Your task is to output the entries below word for word.

Supplied material:
◆ ◆ ◆ ◆ ◆
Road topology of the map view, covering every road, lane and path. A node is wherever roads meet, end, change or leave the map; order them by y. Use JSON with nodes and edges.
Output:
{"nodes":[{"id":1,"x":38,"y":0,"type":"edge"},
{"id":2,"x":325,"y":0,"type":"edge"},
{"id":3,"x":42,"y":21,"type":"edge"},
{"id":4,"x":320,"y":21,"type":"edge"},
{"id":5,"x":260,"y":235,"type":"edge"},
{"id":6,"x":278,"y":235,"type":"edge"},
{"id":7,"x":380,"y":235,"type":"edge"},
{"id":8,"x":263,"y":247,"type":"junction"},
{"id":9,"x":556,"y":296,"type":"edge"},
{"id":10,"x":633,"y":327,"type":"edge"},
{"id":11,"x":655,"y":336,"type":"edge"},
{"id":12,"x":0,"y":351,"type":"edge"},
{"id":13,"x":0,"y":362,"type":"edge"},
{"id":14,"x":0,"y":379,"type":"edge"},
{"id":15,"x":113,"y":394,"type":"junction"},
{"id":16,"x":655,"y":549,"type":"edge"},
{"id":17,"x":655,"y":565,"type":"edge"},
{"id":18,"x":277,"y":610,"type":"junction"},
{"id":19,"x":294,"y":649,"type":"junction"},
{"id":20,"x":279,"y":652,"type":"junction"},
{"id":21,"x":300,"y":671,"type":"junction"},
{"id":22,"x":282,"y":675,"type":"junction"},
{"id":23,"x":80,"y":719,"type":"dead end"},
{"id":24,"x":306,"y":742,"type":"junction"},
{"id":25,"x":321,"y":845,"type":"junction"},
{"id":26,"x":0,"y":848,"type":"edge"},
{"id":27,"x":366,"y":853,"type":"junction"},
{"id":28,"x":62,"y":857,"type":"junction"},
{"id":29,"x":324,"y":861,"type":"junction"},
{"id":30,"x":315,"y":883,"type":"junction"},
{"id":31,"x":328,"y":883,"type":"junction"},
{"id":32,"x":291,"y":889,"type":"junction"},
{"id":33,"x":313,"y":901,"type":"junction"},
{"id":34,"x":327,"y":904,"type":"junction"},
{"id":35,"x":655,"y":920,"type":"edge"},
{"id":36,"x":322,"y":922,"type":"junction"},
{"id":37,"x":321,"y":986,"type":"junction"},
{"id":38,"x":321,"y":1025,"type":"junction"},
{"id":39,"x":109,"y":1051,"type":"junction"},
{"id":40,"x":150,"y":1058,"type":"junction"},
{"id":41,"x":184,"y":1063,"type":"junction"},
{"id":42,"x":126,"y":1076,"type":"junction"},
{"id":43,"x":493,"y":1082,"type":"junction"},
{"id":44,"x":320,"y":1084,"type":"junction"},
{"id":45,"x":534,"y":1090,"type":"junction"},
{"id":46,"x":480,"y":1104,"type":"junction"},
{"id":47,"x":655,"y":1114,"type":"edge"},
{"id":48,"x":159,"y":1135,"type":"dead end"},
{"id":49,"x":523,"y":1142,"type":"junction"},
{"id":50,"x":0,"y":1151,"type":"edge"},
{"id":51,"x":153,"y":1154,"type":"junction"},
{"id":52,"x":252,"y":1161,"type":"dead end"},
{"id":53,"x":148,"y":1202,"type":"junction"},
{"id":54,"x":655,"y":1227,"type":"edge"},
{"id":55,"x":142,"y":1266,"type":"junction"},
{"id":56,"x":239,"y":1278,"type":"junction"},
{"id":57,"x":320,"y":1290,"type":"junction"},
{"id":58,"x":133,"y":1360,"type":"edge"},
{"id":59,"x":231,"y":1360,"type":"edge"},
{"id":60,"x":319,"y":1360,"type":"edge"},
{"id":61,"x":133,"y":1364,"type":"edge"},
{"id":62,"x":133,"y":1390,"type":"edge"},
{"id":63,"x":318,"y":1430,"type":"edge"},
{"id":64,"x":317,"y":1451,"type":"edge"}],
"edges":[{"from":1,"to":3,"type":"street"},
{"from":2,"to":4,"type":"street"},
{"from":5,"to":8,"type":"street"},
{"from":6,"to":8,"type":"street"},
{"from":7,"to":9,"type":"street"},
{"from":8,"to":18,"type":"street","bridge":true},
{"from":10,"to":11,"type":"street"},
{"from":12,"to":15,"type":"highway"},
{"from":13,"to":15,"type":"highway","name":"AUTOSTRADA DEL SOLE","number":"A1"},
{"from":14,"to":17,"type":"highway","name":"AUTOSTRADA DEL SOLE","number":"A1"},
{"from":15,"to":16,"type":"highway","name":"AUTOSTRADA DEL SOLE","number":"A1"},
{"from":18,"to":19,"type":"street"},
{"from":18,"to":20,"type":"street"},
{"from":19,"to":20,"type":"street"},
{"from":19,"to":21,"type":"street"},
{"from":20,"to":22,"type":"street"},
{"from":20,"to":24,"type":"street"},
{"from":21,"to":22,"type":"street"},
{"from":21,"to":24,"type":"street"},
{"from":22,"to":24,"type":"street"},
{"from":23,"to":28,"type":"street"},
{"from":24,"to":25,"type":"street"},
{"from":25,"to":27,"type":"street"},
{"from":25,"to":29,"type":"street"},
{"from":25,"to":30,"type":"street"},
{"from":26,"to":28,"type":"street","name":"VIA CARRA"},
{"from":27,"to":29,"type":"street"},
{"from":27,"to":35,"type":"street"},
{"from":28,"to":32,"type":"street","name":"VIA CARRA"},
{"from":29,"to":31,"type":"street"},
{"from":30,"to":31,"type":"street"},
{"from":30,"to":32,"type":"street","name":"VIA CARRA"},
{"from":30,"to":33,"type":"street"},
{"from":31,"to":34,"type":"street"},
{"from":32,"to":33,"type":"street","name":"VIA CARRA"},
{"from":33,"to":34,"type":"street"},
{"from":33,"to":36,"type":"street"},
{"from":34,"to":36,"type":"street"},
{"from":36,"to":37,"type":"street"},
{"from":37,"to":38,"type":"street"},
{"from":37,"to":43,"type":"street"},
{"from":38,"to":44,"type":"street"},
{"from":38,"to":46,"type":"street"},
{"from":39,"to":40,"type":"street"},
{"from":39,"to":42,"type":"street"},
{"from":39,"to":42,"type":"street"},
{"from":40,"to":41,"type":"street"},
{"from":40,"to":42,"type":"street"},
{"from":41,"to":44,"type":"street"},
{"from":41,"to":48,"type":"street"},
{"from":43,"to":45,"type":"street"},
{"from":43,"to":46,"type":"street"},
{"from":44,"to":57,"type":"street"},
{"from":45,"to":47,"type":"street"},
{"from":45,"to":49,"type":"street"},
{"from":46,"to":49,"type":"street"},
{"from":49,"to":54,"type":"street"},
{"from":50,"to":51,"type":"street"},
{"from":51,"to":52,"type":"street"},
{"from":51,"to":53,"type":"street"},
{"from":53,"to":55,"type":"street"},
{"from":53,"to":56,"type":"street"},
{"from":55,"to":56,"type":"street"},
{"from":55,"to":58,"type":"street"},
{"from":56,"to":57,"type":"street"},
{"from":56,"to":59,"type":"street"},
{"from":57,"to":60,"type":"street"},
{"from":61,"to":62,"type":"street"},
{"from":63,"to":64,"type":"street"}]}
◆ ◆ ◆ ◆ ◆
Exercise result:
Road topology of the map view, covering every road, lane and path. A node is wherever roads meet, end, change or leave the map; order them by y. Use JSON with nodes and edges.
Output:
{"nodes":[{"id":1,"x":38,"y":0,"type":"edge"},
{"id":2,"x":325,"y":0,"type":"edge"},
{"id":3,"x":42,"y":21,"type":"edge"},
{"id":4,"x":320,"y":21,"type":"edge"},
{"id":5,"x":260,"y":235,"type":"edge"},
{"id":6,"x":278,"y":235,"type":"edge"},
{"id":7,"x":380,"y":235,"type":"edge"},
{"id":8,"x":263,"y":247,"type":"junction"},
{"id":9,"x":556,"y":296,"type":"edge"},
{"id":10,"x":633,"y":327,"type":"edge"},
{"id":11,"x":655,"y":336,"type":"edge"},
{"id":12,"x":0,"y":351,"type":"edge"},
{"id":13,"x":0,"y":362,"type":"edge"},
{"id":14,"x":0,"y":379,"type":"edge"},
{"id":15,"x":113,"y":394,"type":"junction"},
{"id":16,"x":655,"y":549,"type":"edge"},
{"id":17,"x":655,"y":565,"type":"edge"},
{"id":18,"x":277,"y":610,"type":"junction"},
{"id":19,"x":294,"y":649,"type":"junction"},
{"id":20,"x":279,"y":652,"type":"junction"},
{"id":21,"x":300,"y":671,"type":"junction"},
{"id":22,"x":282,"y":675,"type":"junction"},
{"id":23,"x":80,"y":719,"type":"dead end"},
{"id":24,"x":306,"y":742,"type":"junction"},
{"id":25,"x":321,"y":845,"type":"junction"},
{"id":26,"x":0,"y":848,"type":"edge"},
{"id":27,"x":366,"y":853,"type":"junction"},
{"id":28,"x":62,"y":857,"type":"junction"},
{"id":29,"x":324,"y":861,"type":"junction"},
{"id":30,"x":315,"y":883,"type":"junction"},
{"id":31,"x":328,"y":883,"type":"junction"},
{"id":32,"x":291,"y":889,"type":"junction"},
{"id":33,"x":313,"y":901,"type":"junction"},
{"id":34,"x":327,"y":904,"type":"junction"},
{"id":35,"x":655,"y":920,"type":"edge"},
{"id":36,"x":322,"y":922,"type":"junction"},
{"id":37,"x":321,"y":986,"type":"junction"},
{"id":38,"x":321,"y":1025,"type":"junction"},
{"id":39,"x":109,"y":1051,"type":"junction"},
{"id":40,"x":150,"y":1058,"type":"junction"},
{"id":41,"x":184,"y":1063,"type":"junction"},
{"id":42,"x":126,"y":1076,"type":"junction"},
{"id":43,"x":493,"y":1082,"type":"junction"},
{"id":44,"x":320,"y":1084,"type":"junction"},
{"id":45,"x":534,"y":1090,"type":"junction"},
{"id":46,"x":480,"y":1104,"type":"junction"},
{"id":47,"x":655,"y":1114,"type":"edge"},
{"id":48,"x":159,"y":1135,"type":"dead end"},
{"id":49,"x":523,"y":1142,"type":"junction"},
{"id":50,"x":0,"y":1151,"type":"edge"},
{"id":51,"x":153,"y":1154,"type":"junction"},
{"id":52,"x":252,"y":1161,"type":"dead end"},
{"id":53,"x":148,"y":1202,"type":"junction"},
{"id":54,"x":655,"y":1227,"type":"edge"},
{"id":55,"x":142,"y":1266,"type":"junction"},
{"id":56,"x":239,"y":1278,"type":"junction"},
{"id":57,"x":320,"y":1290,"type":"junction"},
{"id":58,"x":133,"y":1360,"type":"edge"},
{"id":59,"x":231,"y":1360,"type":"edge"},
{"id":60,"x":319,"y":1360,"type":"edge"},
{"id":61,"x":133,"y":1364,"type":"edge"},
{"id":62,"x":133,"y":1390,"type":"edge"},
{"id":63,"x":318,"y":1430,"type":"edge"},
{"id":64,"x":317,"y":1451,"type":"edge"}],
"edges":[{"from":1,"to":3,"type":"street"},
{"from":2,"to":4,"type":"street"},
{"from":5,"to":8,"type":"street"},
{"from":6,"to":8,"type":"street"},
{"from":7,"to":9,"type":"street"},
{"from":8,"to":18,"type":"street","bridge":true},
{"from":10,"to":11,"type":"street"},
{"from":12,"to":15,"type":"highway"},
{"from":13,"to":15,"type":"highway","name":"AUTOSTRADA DEL SOLE","number":"A1"},
{"from":14,"to":17,"type":"highway","name":"AUTOSTRADA DEL SOLE","number":"A1"},
{"from":15,"to":16,"type":"highway","name":"AUTOSTRADA DEL SOLE","number":"A1"},
{"from":18,"to":19,"type":"street"},
{"from":18,"to":20,"type":"street"},
{"from":19,"to":20,"type":"street"},
{"from":19,"to":21,"type":"street"},
{"from":20,"to":22,"type":"street"},
{"from":20,"to":24,"type":"street"},
{"from":21,"to":22,"type":"street"},
{"from":21,"to":24,"type":"street"},
{"from":22,"to":24,"type":"street"},
{"from":23,"to":28,"type":"street"},
{"from":24,"to":25,"type":"street"},
{"from":25,"to":27,"type":"street"},
{"from":25,"to":29,"type":"street"},
{"from":25,"to":30,"type":"street"},
{"from":26,"to":28,"type":"street","name":"VIA CARRA"},
{"from":27,"to":29,"type":"street"},
{"from":27,"to":35,"type":"street"},
{"from":28,"to":32,"type":"street","name":"VIA CARRA"},
{"from":29,"to":31,"type":"street"},
{"from":30,"to":31,"type":"street"},
{"from":30,"to":32,"type":"street","name":"VIA CARRA"},
{"from":30,"to":33,"type":"street"},
{"from":31,"to":34,"type":"street"},
{"from":32,"to":33,"type":"street","name":"VIA CARRA"},
{"from":33,"to":34,"type":"street"},
{"from":33,"to":36,"type":"street"},
{"from":34,"to":36,"type":"street"},
{"from":36,"to":37,"type":"street"},
{"from":37,"to":38,"type":"street"},
{"from":37,"to":43,"type":"street"},
{"from":38,"to":44,"type":"street"},
{"from":38,"to":46,"type":"street"},
{"from":39,"to":40,"type":"street"},
{"from":39,"to":42,"type":"street"},
{"from":39,"to":42,"type":"street"},
{"from":40,"to":41,"type":"street"},
{"from":40,"to":42,"type":"street"},
{"from":41,"to":44,"type":"street"},
{"from":41,"to":48,"type":"street"},
{"from":43,"to":45,"type":"street"},
{"from":43,"to":46,"type":"street"},
{"from":44,"to":57,"type":"street"},
{"from":45,"to":47,"type":"street"},
{"from":45,"to":49,"type":"street"},
{"from":46,"to":49,"type":"street"},
{"from":49,"to":54,"type":"street"},
{"from":50,"to":51,"type":"street"},
{"from":51,"to":52,"type":"street"},
{"from":51,"to":53,"type":"street"},
{"from":53,"to":55,"type":"street"},
{"from":53,"to":56,"type":"street"},
{"from":55,"to":56,"type":"street"},
{"from":55,"to":58,"type":"street"},
{"from":56,"to":57,"type":"street"},
{"from":56,"to":59,"type":"street"},
{"from":57,"to":60,"type":"street"},
{"from":61,"to":62,"type":"street"},
{"from":63,"to":64,"type":"street"}]}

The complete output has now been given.